# [EXERCISE BRIEF]
Copy each line of the records that holds the string "main".

START GIVEN INFORMATION

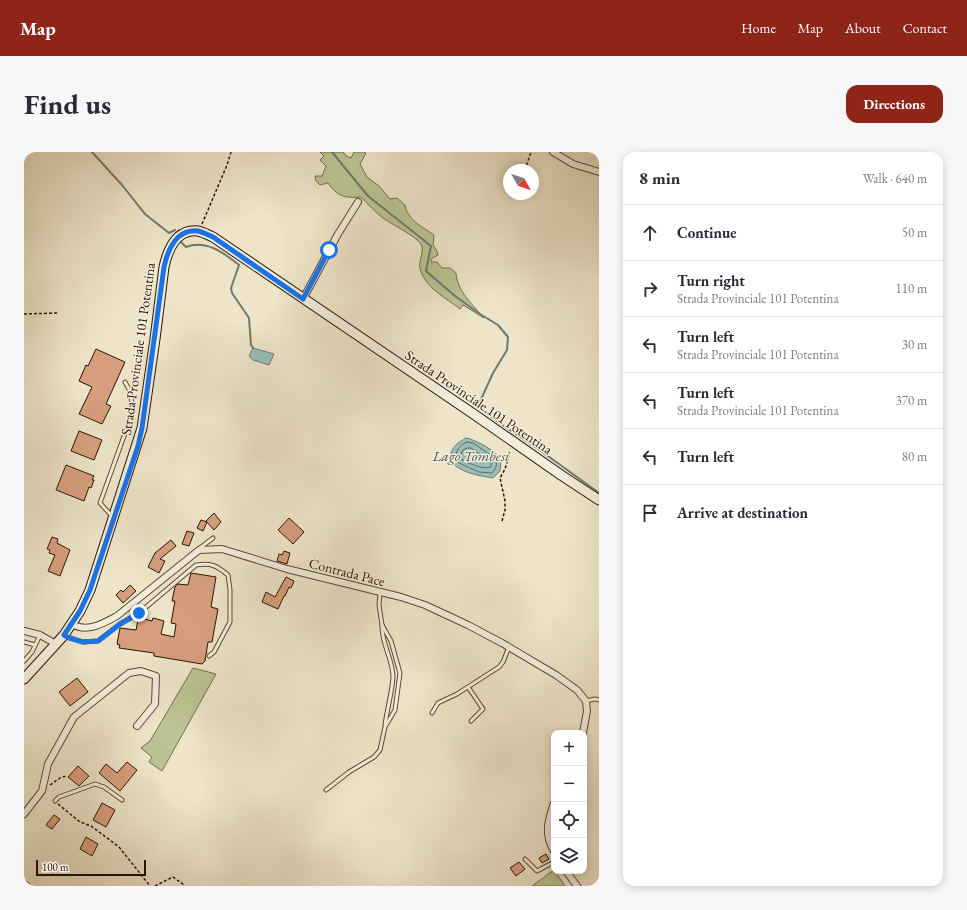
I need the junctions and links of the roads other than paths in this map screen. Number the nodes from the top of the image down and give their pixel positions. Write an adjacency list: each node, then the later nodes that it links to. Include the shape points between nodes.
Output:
1 (553, 152): 2 (street, via 573,164)
2 (599, 172)
3 (358, 202): 4 (street)
4 (303, 299): 6 (main road, Strada Provinciale 101 Potentina); 7 (main road, Strada Provinciale 101 Potentina, via 213,237 199,231 181,235 170,246 164,267 142,428)
5 (125, 382): 7 (lane, via 130,391 133,411 100,503)
6 (599, 500)
7 (114, 515): 11 (main road, Strada Provinciale 101 Potentina, via 90,590)
8 (214, 538): 9 (lane)
9 (199, 550): 10 (street, Contrada Pace, via 222,549 287,570); 11 (street, via 116,616 88,628 79,628)
10 (380, 593): 12 (lane); 19 (street, Contrada Pace, via 401,597 438,611)
11 (72, 624): 15 (main road, Strada Provinciale 101 Potentina)
12 (382, 625): 29 (lane, via 393,676); 29 (lane, via 391,641 400,673 395,710)
13 (24, 630): 14 (street)
14 (40, 635): 17 (street); 18 (lane)
15 (64, 635): 17 (main road, Strada Provinciale 101 Potentina); 20 (lane, via 83,642 98,641 139,613 196,565 206,564 218,567 228,575 230,590 230,622 214,652)
16 (24, 642): 18 (lane)
17 (56, 644): 22 (main road, Strada Provinciale 101 Potentina)
18 (35, 645): 21 (lane)
19 (509, 647): 23 (lane, via 498,667); 25 (street, Contrada Pace, via 571,686)
20 (209, 656)
21 (24, 661)
22 (24, 679)
23 (468, 687): 26 (lane, via 438,703); 27 (lane, via 483,709)
24 (599, 700): 25 (lane)
25 (586, 701): 30 (street)
26 (432, 713)
27 (471, 721)
28 (137, 726): 35 (street, via 155,704 156,676 141,671 129,674 74,717 48,764 42,791)
29 (385, 727): 31 (lane, via 381,746 374,757)
30 (584, 730)
31 (326, 790)
32 (122, 800): 33 (lane, via 104,787 95,784 59,797)
33 (55, 801)
34 (551, 812): 36 (street, via 547,827)
35 (24, 814)
36 (551, 846)
37 (526, 859): 38 (lane, via 538,871)
38 (551, 864)
39 (568, 874): 42 (street)
40 (24, 884): 41 (street)
41 (27, 886)
42 (576, 886)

END GIVEN INFORMATION

# [YOUR SOLUTION]
4 (303, 299): 6 (main road, Strada Provinciale 101 Potentina); 7 (main road, Strada Provinciale 101 Potentina, via 213,237 199,231 181,235 170,246 164,267 142,428)
7 (114, 515): 11 (main road, Strada Provinciale 101 Potentina, via 90,590)
11 (72, 624): 15 (main road, Strada Provinciale 101 Potentina)
15 (64, 635): 17 (main road, Strada Provinciale 101 Potentina); 20 (lane, via 83,642 98,641 139,613 196,565 206,564 218,567 228,575 230,590 230,622 214,652)
17 (56, 644): 22 (main road, Strada Provinciale 101 Potentina)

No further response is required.